This is an updated version of the essay that sparked The Long Short Way over a year ago. It happened when Rabbi Simon Jacobson, a while after his My Life: Chassidus Applied videos came out, made an essay contest to encourage people to tackle an issue head-on. I didn’t win or even come close, but the idea stuck with me.
Joy: The Long Short Way
Many wonder what the key is to happiness. Is happiness really an “inalienable right?” It seems that a lot of our time is spent on this pursuit. From the days of the gladiators to infotainment industry of today; happiness is king. We’re blessed to live in a world where we can afford to spend our time improving our quality of life. We have the time to think, feel, and wonder. People are becoming more aware of the fact that money doesn’t buy happiness, but what then about our “inalienable right?” What about the pursuit of happiness? In the light of Chassidus, however, we see that true joy is attainable. Everyone wants joy, yet we seek distraction as a cheap substitute. A real joy, like diamonds, is valuable and yet not as rare as we might think. Real joy is easily accessible.
The short answer is that joy is a result of humility. The common understanding of humility is to be self-deprecating and to lack self-esteem. Nothing could be further from the truth. Humility means the lack of self-absorption. If we try to be happy based on our own accomplishments, as successful as we may be, our joy will be relative to our efforts. Furthermore, since a limited thing can only cause limited pleasure, after a while, we’ll need to find a different means of achieving the same high. Another option could be to simply accept ourselves just the way we are. The result of that might be joy, but it would be a life of complacency. Accepting ourselves the way we are would be shutting down our natural human ambition. To accept where we’re holding and not aspire for anything greater is not humility—it’s a cheap knock-off, a cop-out, an excuse.
In the Rebbe’s words,¹
“In order to experience joy in G-dliness, we must first have humility…The two concepts, joy and humility, are seemingly diametrically opposed. Humility is expressed by an overall collapse of a person and their personality, whereas joy is expressed by a general expansiveness of the person and personality. Humility is not a low self-esteem as a result self-deprecation and finding faults in ourselves. Humility is the lack of self-absorption. Although a we may know our positive qualities and advantages, we don’t dwell on them…we person don’t credit ourselves for all our greatness.
“…And this the meaning of the verse, ‘And Moshe Rabeinu was the most humble of men…’ That although he knew his greatness [he didn’t credit himself for his achievement]. This is because he was aware that [his greatness] was a gift to him from On High. [Moshe Rabeinu] made the following consideration: had someone else been granted the same abilities as me, they would be as greater than me. They would have revealed an even greater potential.
“This type of humility is an impetus for joy. Joy is a result of receiving a gift. A gift is [purely] profit; it comes without effort.
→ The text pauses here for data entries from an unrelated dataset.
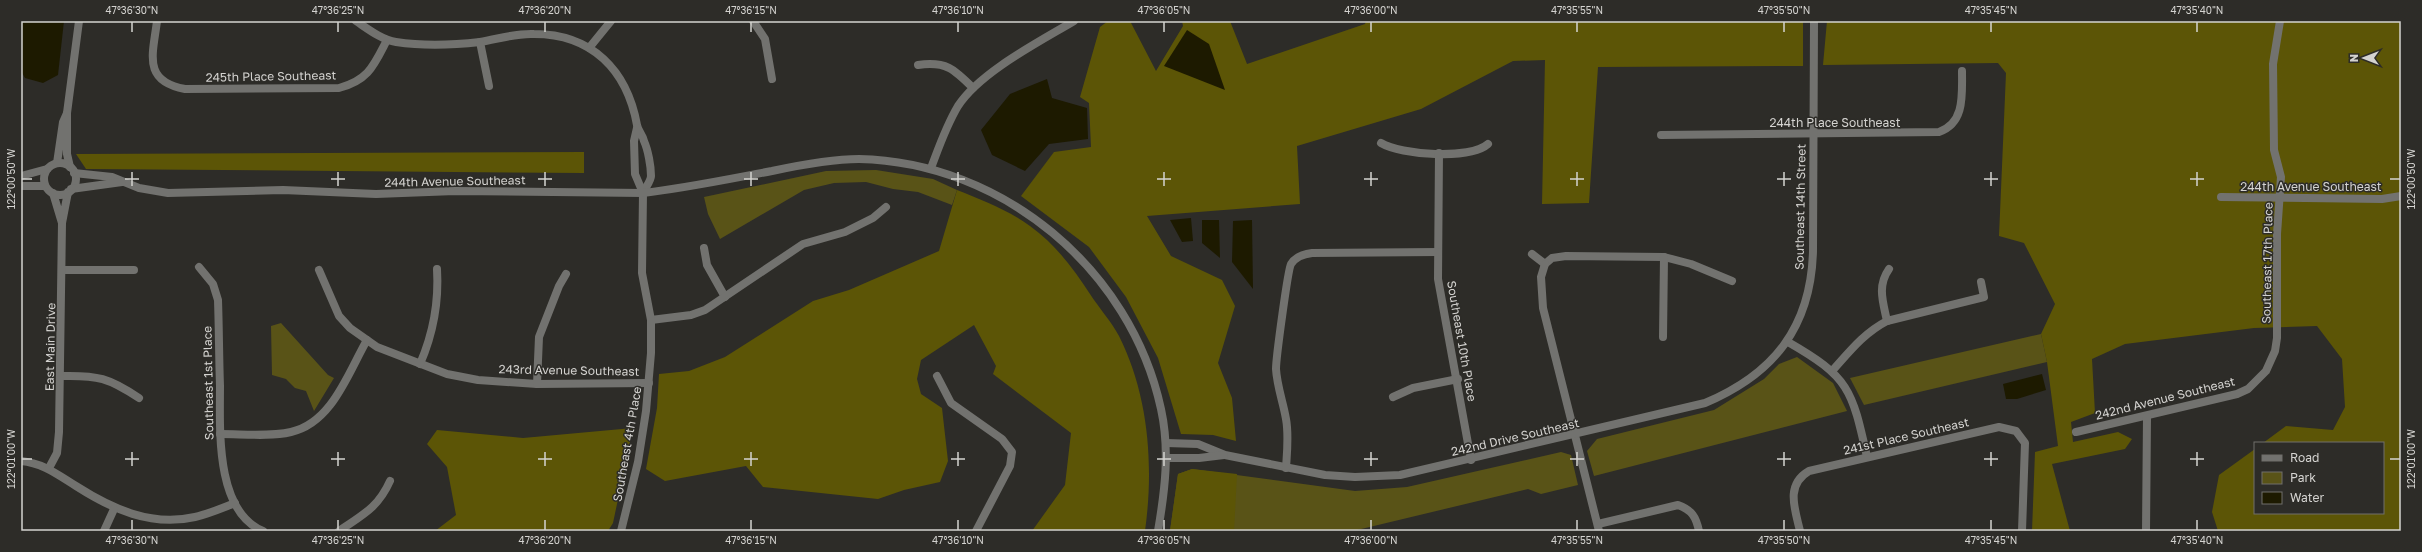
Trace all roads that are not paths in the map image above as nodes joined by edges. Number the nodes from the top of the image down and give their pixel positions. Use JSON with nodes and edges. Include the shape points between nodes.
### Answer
{"nodes":[{"id":1,"x":79,"y":21,"type":"edge"},
{"id":2,"x":157,"y":21,"type":"edge"},
{"id":3,"x":356,"y":21,"type":"edge"},
{"id":4,"x":611,"y":21,"type":"edge"},
{"id":5,"x":753,"y":21,"type":"edge"},
{"id":6,"x":1074,"y":21,"type":"edge"},
{"id":7,"x":1814,"y":21,"type":"edge"},
{"id":8,"x":2280,"y":21,"type":"edge"},
{"id":9,"x":387,"y":40,"type":"junction"},
{"id":10,"x":480,"y":42,"type":"junction"},
{"id":11,"x":589,"y":48,"type":"junction"},
{"id":12,"x":918,"y":65,"type":"dead end"},
{"id":13,"x":1962,"y":72,"type":"dead end"},
{"id":14,"x":772,"y":80,"type":"dead end"},
{"id":15,"x":489,"y":86,"type":"dead end"},
{"id":16,"x":973,"y":88,"type":"junction"},
{"id":17,"x":67,"y":113,"type":"junction"},
{"id":18,"x":637,"y":128,"type":"junction"},
{"id":19,"x":1814,"y":134,"type":"junction"},
{"id":20,"x":1661,"y":135,"type":"dead end"},
{"id":21,"x":1381,"y":143,"type":"dead end"},
{"id":22,"x":1488,"y":144,"type":"dead end"},
{"id":23,"x":1439,"y":153,"type":"junction"},
{"id":24,"x":57,"y":163,"type":"junction"},
{"id":25,"x":931,"y":168,"type":"junction"},
{"id":26,"x":47,"y":169,"type":"junction"},
{"id":27,"x":72,"y":170,"type":"junction"},
{"id":28,"x":21,"y":176,"type":"edge"},
{"id":29,"x":122,"y":182,"type":"junction"},
{"id":30,"x":21,"y":186,"type":"edge"},
{"id":31,"x":45,"y":186,"type":"junction"},
{"id":32,"x":70,"y":191,"type":"junction"},
{"id":33,"x":53,"y":193,"type":"junction"},
{"id":34,"x":643,"y":193,"type":"junction"},
{"id":35,"x":2401,"y":196,"type":"edge"},
{"id":36,"x":2221,"y":197,"type":"dead end"},
{"id":37,"x":2280,"y":199,"type":"junction"},
{"id":38,"x":886,"y":206,"type":"dead end"},
{"id":39,"x":62,"y":223,"type":"junction"},
{"id":40,"x":704,"y":248,"type":"dead end"},
{"id":41,"x":1438,"y":252,"type":"junction"},
{"id":42,"x":1532,"y":254,"type":"dead end"},
{"id":43,"x":1664,"y":257,"type":"junction"},
{"id":44,"x":1546,"y":264,"type":"junction"},
{"id":45,"x":199,"y":267,"type":"dead end"},
{"id":46,"x":436,"y":269,"type":"dead end"},
{"id":47,"x":1889,"y":269,"type":"dead end"},
{"id":48,"x":63,"y":270,"type":"junction"},
{"id":49,"x":134,"y":270,"type":"dead end"},
{"id":50,"x":320,"y":270,"type":"dead end"},
{"id":51,"x":566,"y":274,"type":"dead end"},
{"id":52,"x":1732,"y":281,"type":"dead end"},
{"id":53,"x":1981,"y":282,"type":"dead end"},
{"id":54,"x":725,"y":297,"type":"junction"},
{"id":55,"x":651,"y":320,"type":"junction"},
{"id":56,"x":1887,"y":321,"type":"junction"},
{"id":57,"x":1663,"y":337,"type":"dead end"},
{"id":58,"x":367,"y":340,"type":"junction"},
{"id":59,"x":1788,"y":342,"type":"junction"},
{"id":60,"x":2271,"y":363,"type":"joint"},
{"id":61,"x":420,"y":364,"type":"junction"},
{"id":62,"x":1833,"y":370,"type":"junction"},
{"id":63,"x":61,"y":376,"type":"junction"},
{"id":64,"x":937,"y":376,"type":"dead end"},
{"id":65,"x":1458,"y":379,"type":"junction"},
{"id":66,"x":649,"y":383,"type":"junction"},
{"id":67,"x":538,"y":384,"type":"junction"},
{"id":68,"x":1393,"y":397,"type":"dead end"},
{"id":69,"x":139,"y":398,"type":"dead end"},
{"id":70,"x":2147,"y":417,"type":"junction"},
{"id":71,"x":2076,"y":432,"type":"dead end"},
{"id":72,"x":220,"y":434,"type":"junction"},
{"id":73,"x":1574,"y":435,"type":"junction"},
{"id":74,"x":1166,"y":443,"type":"junction"},
{"id":75,"x":1225,"y":455,"type":"junction"},
{"id":76,"x":1867,"y":457,"type":"junction"},
{"id":77,"x":1167,"y":458,"type":"junction"},
{"id":78,"x":1471,"y":460,"type":"junction"},
{"id":79,"x":21,"y":461,"type":"edge"},
{"id":80,"x":49,"y":468,"type":"junction"},
{"id":81,"x":1286,"y":468,"type":"junction"},
{"id":82,"x":390,"y":481,"type":"dead end"},
{"id":83,"x":235,"y":503,"type":"junction"},
{"id":84,"x":114,"y":509,"type":"junction"},
{"id":85,"x":1598,"y":527,"type":"edge"},
{"id":86,"x":978,"y":530,"type":"edge"},
{"id":87,"x":104,"y":531,"type":"edge"},
{"id":88,"x":263,"y":531,"type":"edge"},
{"id":89,"x":338,"y":531,"type":"edge"},
{"id":90,"x":621,"y":531,"type":"edge"},
{"id":91,"x":1158,"y":531,"type":"edge"},
{"id":92,"x":1699,"y":531,"type":"edge"},
{"id":93,"x":1800,"y":531,"type":"edge"},
{"id":94,"x":2022,"y":531,"type":"edge"},
{"id":95,"x":2146,"y":531,"type":"edge"}],
"edges":[{"from":1,"to":17,"type":"street"},
{"from":2,"to":9,"type":"street","name":"245th Place Southeast","via":[[153,62],[158,78],[169,85],[185,89],[339,88],[355,83],[366,75]]},
{"from":3,"to":9,"type":"street"},
{"from":4,"to":11,"type":"street"},
{"from":5,"to":14,"type":"street","via":[[765,39]]},
{"from":6,"to":16,"type":"street","via":[[1028,49]]},
{"from":7,"to":19,"type":"street","name":"Southeast 14th Street"},
{"from":8,"to":37,"type":"street","name":"Southeast 17th Place","via":[[2273,64],[2273,90],[2274,150],[2281,177]]},
{"from":9,"to":10,"type":"street","name":"Southeast 4th Place","via":[[433,45]]},
{"from":10,"to":11,"type":"street","name":"Southeast 4th Place","via":[[550,34]]},
{"from":10,"to":15,"type":"street"},
{"from":11,"to":18,"type":"street","name":"Southeast 4th Place","via":[[605,59],[624,83],[634,108]]},
{"from":12,"to":16,"type":"street","via":[[946,65]]},
{"from":13,"to":19,"type":"street","name":"244th Place Southeast","via":[[1960,109],[1948,129],[1927,133]]},
{"from":16,"to":25,"type":"street","via":[[958,106],[945,129]]},
{"from":17,"to":24,"type":"street","via":[[63,122]]},
{"from":17,"to":27,"type":"street","via":[[67,154]]},
{"from":18,"to":34,"type":"street","name":"Southeast 4th Place","via":[[634,141],[636,174]]},
{"from":18,"to":34,"type":"street","name":"Southeast 4th Place","via":[[644,140],[651,178]]},
{"from":19,"to":20,"type":"street","name":"244th Place Southeast"},
{"from":19,"to":59,"type":"street","name":"Southeast 14th Street","via":[[1810,284],[1805,305]]},
{"from":21,"to":23,"type":"street","via":[[1398,150]]},
{"from":22,"to":23,"type":"street","via":[[1476,151]]},
{"from":23,"to":41,"type":"street","name":"Southeast 10th Place"},
{"from":24,"to":26,"type":"street"},
{"from":24,"to":27,"type":"street","via":[[64,163]]},
{"from":25,"to":34,"type":"street","name":"244th Avenue Southeast","via":[[894,162],[828,161]]},
{"from":25,"to":74,"type":"street","name":"244th Avenue Southeast","via":[[972,183],[1014,204],[1043,224],[1076,253],[1102,282],[1125,318],[1148,367],[1161,409]]},
{"from":26,"to":28,"type":"street"},
{"from":26,"to":31,"type":"street","via":[[44,177]]},
{"from":27,"to":29,"type":"street","name":"244th Avenue Southeast","via":[[112,177]]},
{"from":27,"to":32,"type":"street","via":[[75,182]]},
{"from":29,"to":32,"type":"street","name":"244th Avenue Southeast"},
{"from":29,"to":34,"type":"street","name":"244th Avenue Southeast","via":[[168,193],[283,190],[376,194],[455,191]]},
{"from":30,"to":31,"type":"street"},
{"from":31,"to":33,"type":"street"},
{"from":32,"to":33,"type":"street","via":[[60,195]]},
{"from":32,"to":39,"type":"street","name":"East Main Drive"},
{"from":33,"to":39,"type":"street","name":"East Main Drive"},
{"from":34,"to":55,"type":"street","name":"Southeast 4th Place","via":[[642,273]]},
{"from":35,"to":37,"type":"street","name":"244th Avenue Southeast","via":[[2382,199]]},
{"from":36,"to":37,"type":"street","name":"244th Avenue Southeast"},
{"from":37,"to":60,"type":"street","name":"Southeast 17th Place","via":[[2277,234],[2277,338]]},
{"from":38,"to":54,"type":"street","via":[[873,218],[845,232],[803,244]]},
{"from":39,"to":48,"type":"street","name":"East Main Drive"},
{"from":40,"to":54,"type":"street","via":[[707,265]]},
{"from":41,"to":65,"type":"street","name":"Southeast 10th Place","via":[[1438,279]]},
{"from":41,"to":81,"type":"street","via":[[1312,252],[1297,257],[1288,271],[1277,347],[1277,384],[1288,433]]},
{"from":42,"to":44,"type":"street"},
{"from":43,"to":44,"type":"street","via":[[1566,256],[1552,258]]},
{"from":43,"to":52,"type":"street","via":[[1691,264]]},
{"from":43,"to":57,"type":"street"},
{"from":44,"to":73,"type":"street","via":[[1541,277],[1543,308]]},
{"from":45,"to":72,"type":"street","name":"Southeast 1st Place","via":[[213,284],[218,300]]},
{"from":46,"to":61,"type":"street","via":[[437,291],[433,326]]},
{"from":47,"to":56,"type":"street","via":[[1882,278],[1881,292]]},
{"from":48,"to":49,"type":"street"},
{"from":48,"to":63,"type":"street","name":"East Main Drive"},
{"from":50,"to":58,"type":"street","name":"243rd Avenue Southeast","via":[[339,316]]},
{"from":51,"to":67,"type":"street","via":[[539,337]]},
{"from":53,"to":56,"type":"street","via":[[1984,297]]},
{"from":54,"to":55,"type":"street","via":[[705,310],[691,315]]},
{"from":55,"to":66,"type":"street","name":"Southeast 4th Place"},
{"from":56,"to":62,"type":"street","via":[[1866,334]]},
{"from":58,"to":61,"type":"street","name":"243rd Avenue Southeast","via":[[397,356]]},
{"from":58,"to":72,"type":"street","via":[[330,406],[311,424],[291,432],[276,434]]},
{"from":59,"to":62,"type":"street"},
{"from":59,"to":73,"type":"street","name":"242nd Drive Southeast","via":[[1752,378],[1712,400]]},
{"from":60,"to":70,"type":"street","name":"242nd Avenue Southeast","via":[[2257,381],[2238,394]]},
{"from":61,"to":67,"type":"street","name":"243rd Avenue Southeast","via":[[447,374],[478,380]]},
{"from":62,"to":76,"type":"street","via":[[1852,400]]},
{"from":63,"to":69,"type":"street","via":[[104,378],[116,382]]},
{"from":63,"to":80,"type":"street","name":"East Main Drive","via":[[57,453]]},
{"from":64,"to":86,"type":"street","via":[[951,403],[1002,439],[1012,452],[1010,466]]},
{"from":65,"to":68,"type":"street","via":[[1412,388]]},
{"from":65,"to":78,"type":"street","name":"Southeast 10th Place"},
{"from":66,"to":67,"type":"street","name":"243rd Avenue Southeast"},
{"from":66,"to":90,"type":"street","name":"Southeast 4th Place","via":[[638,462]]},
{"from":70,"to":71,"type":"street","name":"242nd Avenue Southeast"},
{"from":70,"to":95,"type":"street"},
{"from":72,"to":83,"type":"street","name":"Southeast 1st Place","via":[[223,468]]},
{"from":73,"to":78,"type":"street","name":"242nd Drive Southeast"},
{"from":73,"to":85,"type":"street"},
{"from":74,"to":75,"type":"street","name":"242nd Drive Southeast","via":[[1198,444]]},
{"from":74,"to":77,"type":"street","name":"244th Avenue Southeast"},
{"from":75,"to":77,"type":"street","name":"242nd Drive Southeast"},
{"from":75,"to":81,"type":"street","name":"242nd Drive Southeast"},
{"from":76,"to":93,"type":"street","name":"241st Place Southeast","via":[[1802,475],[1794,487],[1794,504]]},
{"from":76,"to":94,"type":"street","name":"241st Place Southeast","via":[[1999,427],[2016,431],[2025,443]]},
{"from":77,"to":91,"type":"street","name":"244th Avenue Southeast"},
{"from":78,"to":81,"type":"street","name":"242nd Drive Southeast","via":[[1382,477],[1325,475]]},
{"from":79,"to":80,"type":"street"},
{"from":80,"to":84,"type":"street"},
{"from":82,"to":89,"type":"street","via":[[375,507]]},
{"from":83,"to":84,"type":"street","via":[[195,517],[175,519],[154,519]]},
{"from":83,"to":88,"type":"street","via":[[249,523]]},
{"from":84,"to":87,"type":"street"},
{"from":85,"to":92,"type":"street","via":[[1669,506],[1684,507],[1694,516]]}]}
A wage, on the other hand, is nothing to be joyous about.
“Therefore, when humility is not present, and the person is self-absorbed, their joy is incomplete. Firstly, because they feel entitled to what they have and secondly, if the person is missing anything [in life], it will be cause for depression.”
From what the Rebbe said, we see the chassidic definition of humility, joy, ego, and depression. We also see the relationship between humility and joy, and ego and depression.
Joy and the Self
The Rebbe explained further that real joy could be experienced by anyone, but for the joy to be deep, meaningful and lasting, it needs to be holy. Although joy can be experienced when we succeed, lasting joy must come from gratitude. As soon as we become aware of our joy—as soon as we realize how humble we are—it loses its holiness. Joy is, after all, klippas noga. Klippas noga is anything which is neither good or evil—it’s made up of both. As soon as we realize our humility, our joy becomes tainted—ever so subtly—by ego. Our Rabbis taught, “Joy breaks all boundaries,” for the better and the worse. For the better, we may not care as much if someone invades our personal space, we might become more outgoing. When we’re happy, we lose our inhibitions. If we’re happy for the right reasons, all the things that were holding us back in our relationship with G-d disappear. On the other hand, if our joy is tainted by ego, then it’s clear to everyone around us. We might become obnoxious and offensive—we lose sight of the other person’s boundaries.
When we realize how everything in our life is a gift, we’ll be humbled. This is the kind of humility that leads to gratitude. We must realize that all our contributions to the world were granted to us for free from G-d. We shouldn’t feel entitled—that we deserve all the good things that happen to us. And we shouldn’t feel short-changed and depressed when things don’t go our way. All our abilities and talents are gifts (and it’s rude not to accept a gift). We should feel grateful and show the Grantor of our gifts that we’re happy with His choice.
Sefer HaMaamorim, Chaye Sarah, 5712, ch. 3 and on.